I hope these thoughts will be of help. Of course, I am coming from the perspective of a psychologist who has been exposed to SUD counseling and treatment for 40 years now.
7. Recovery Supports:
a. Working with Clients through non-clinical services that are used with treatment to support individual clients in their recovery goals. This can be done by peers and self-help groups.
b. Working with Families through Community Based Programs. The families of all those who surrendered in particular, need to be educated and provided the appropriate supports. Many of them could be suffering from social stigma now. They may not know what to do anymore, with their confusion... their co-dependencies and their involvement with the clients.
These families were already affected before these users/peddlers surrendered; and these users/peddlers will go back to their families after treatment and/or intervention.
Build and foster health, resilience, wellness and quality of life through the transition of individual clients and client families within the network of families and recovery partners in the community..These families and recovery partners play a very critical role in recovery... and they can also be tapped for essential supports to our rehabilitation efforts.

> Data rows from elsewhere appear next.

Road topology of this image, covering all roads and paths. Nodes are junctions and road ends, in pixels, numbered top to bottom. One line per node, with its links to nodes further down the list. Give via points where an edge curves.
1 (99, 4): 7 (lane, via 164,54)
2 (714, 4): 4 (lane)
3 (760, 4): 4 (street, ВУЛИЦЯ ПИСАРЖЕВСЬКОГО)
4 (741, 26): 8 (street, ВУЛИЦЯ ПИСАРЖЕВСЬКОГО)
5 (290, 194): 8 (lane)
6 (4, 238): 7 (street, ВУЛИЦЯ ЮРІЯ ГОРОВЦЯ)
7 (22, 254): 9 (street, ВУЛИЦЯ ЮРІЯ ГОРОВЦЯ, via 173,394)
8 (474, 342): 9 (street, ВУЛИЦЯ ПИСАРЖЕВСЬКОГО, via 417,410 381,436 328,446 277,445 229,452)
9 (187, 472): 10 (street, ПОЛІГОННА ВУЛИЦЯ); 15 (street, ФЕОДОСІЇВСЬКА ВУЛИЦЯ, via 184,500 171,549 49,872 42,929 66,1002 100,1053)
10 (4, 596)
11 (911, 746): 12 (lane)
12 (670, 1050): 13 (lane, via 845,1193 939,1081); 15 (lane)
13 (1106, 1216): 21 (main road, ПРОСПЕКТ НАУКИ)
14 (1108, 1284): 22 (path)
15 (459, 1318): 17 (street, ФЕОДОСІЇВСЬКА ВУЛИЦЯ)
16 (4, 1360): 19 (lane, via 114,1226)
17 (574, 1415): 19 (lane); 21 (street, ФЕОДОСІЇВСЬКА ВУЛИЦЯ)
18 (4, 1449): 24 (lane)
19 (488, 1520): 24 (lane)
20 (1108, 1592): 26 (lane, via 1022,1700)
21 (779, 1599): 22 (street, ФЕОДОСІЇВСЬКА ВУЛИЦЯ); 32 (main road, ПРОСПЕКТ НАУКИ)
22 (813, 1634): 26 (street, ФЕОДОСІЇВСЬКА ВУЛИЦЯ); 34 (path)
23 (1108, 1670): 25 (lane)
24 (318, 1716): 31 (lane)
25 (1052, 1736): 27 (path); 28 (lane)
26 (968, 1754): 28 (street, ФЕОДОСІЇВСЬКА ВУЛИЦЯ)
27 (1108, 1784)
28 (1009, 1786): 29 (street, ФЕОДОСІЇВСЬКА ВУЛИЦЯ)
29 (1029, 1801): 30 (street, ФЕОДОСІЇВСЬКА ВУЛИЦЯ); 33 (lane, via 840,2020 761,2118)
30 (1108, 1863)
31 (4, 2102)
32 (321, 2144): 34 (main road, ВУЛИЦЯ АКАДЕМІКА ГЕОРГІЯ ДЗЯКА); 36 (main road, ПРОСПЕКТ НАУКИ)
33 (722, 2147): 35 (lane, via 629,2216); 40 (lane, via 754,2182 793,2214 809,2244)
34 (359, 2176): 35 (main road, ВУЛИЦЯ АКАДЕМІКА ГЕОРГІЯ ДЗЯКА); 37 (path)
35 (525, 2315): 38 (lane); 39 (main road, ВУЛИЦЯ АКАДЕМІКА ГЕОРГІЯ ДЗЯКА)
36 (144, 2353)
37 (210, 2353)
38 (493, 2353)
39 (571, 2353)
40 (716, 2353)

Seek help from the DOH, establish linkages.with the Church and various church/faith groups, with the DDB and other government institutions, with UNODC, with rehabilitation centers and facilities, SUD treatment professionals and other treatment-providers outside Bohol for needed supports...
Not all may need treatment. Some of them may only need psycho-social support in their efforts to find acceptance, amnesty, redemption and reintegration.
Please realize as well that SUD treatment for the parolees, and/or probationers (whatever you call these offenders) differ from the treatment of those who have not been in conflict with the law and/or those in jail or in prison. Their freedom may be curtailed but they still have greater access to drugs and alcohol than those who are incarcerated, hence, the greater potential for relapse and recidivism.
Many of the "surrenderees" may have a co-occurring anti-social personality disorder, or a conduct disorder (for those below 18); many of them may be spiritually empty and financially impoverished. Securing their basic needs such as food and shelter, re-examining their values, helping them see the meaning of their life and purpose in this world, and providing more intensive psychotherapy among other treatment strategies to address the co-occuring problem, should help them reintegrate into society.
I hope these thoughts will be of help. Of course, I am coming from the perspective of a psychologist who has been exposed to SUD counseling and treatment for 40 years now.
Your partner for a better world,
Miriam P. Cue, PhD, RPsy, RPm, RGC, ICAP-II, MAC
Chairperson, Professional Regulatory Board of Psychology
Professional Regulation Commission
Registered Psychologist (Lic # 000001)
Registered Psychometrician (Lic # 000001)
Registered Guidance Counselor (Lic # 0002011)
PAP Certified Clinical Psychologist
PAP Certified Counseling Psychologist
PAP Certified Assessment Psychologist
PAP Certified I/O Psychologist
Internationally Accredited Addiction Professional (CP-ICCE)
Global Master Trainer in the Universal Treatment Curriculum for Substance Use Disorder
Master Addiction Counselor (NADAC - USA)
Consulting Psychologist/Retainer
New Day Recovery Center (Davao City)
Note: Much thanks for this comprehensive and valuable contribution to our quest for an effective strategy. We will make this available to as many people as possible.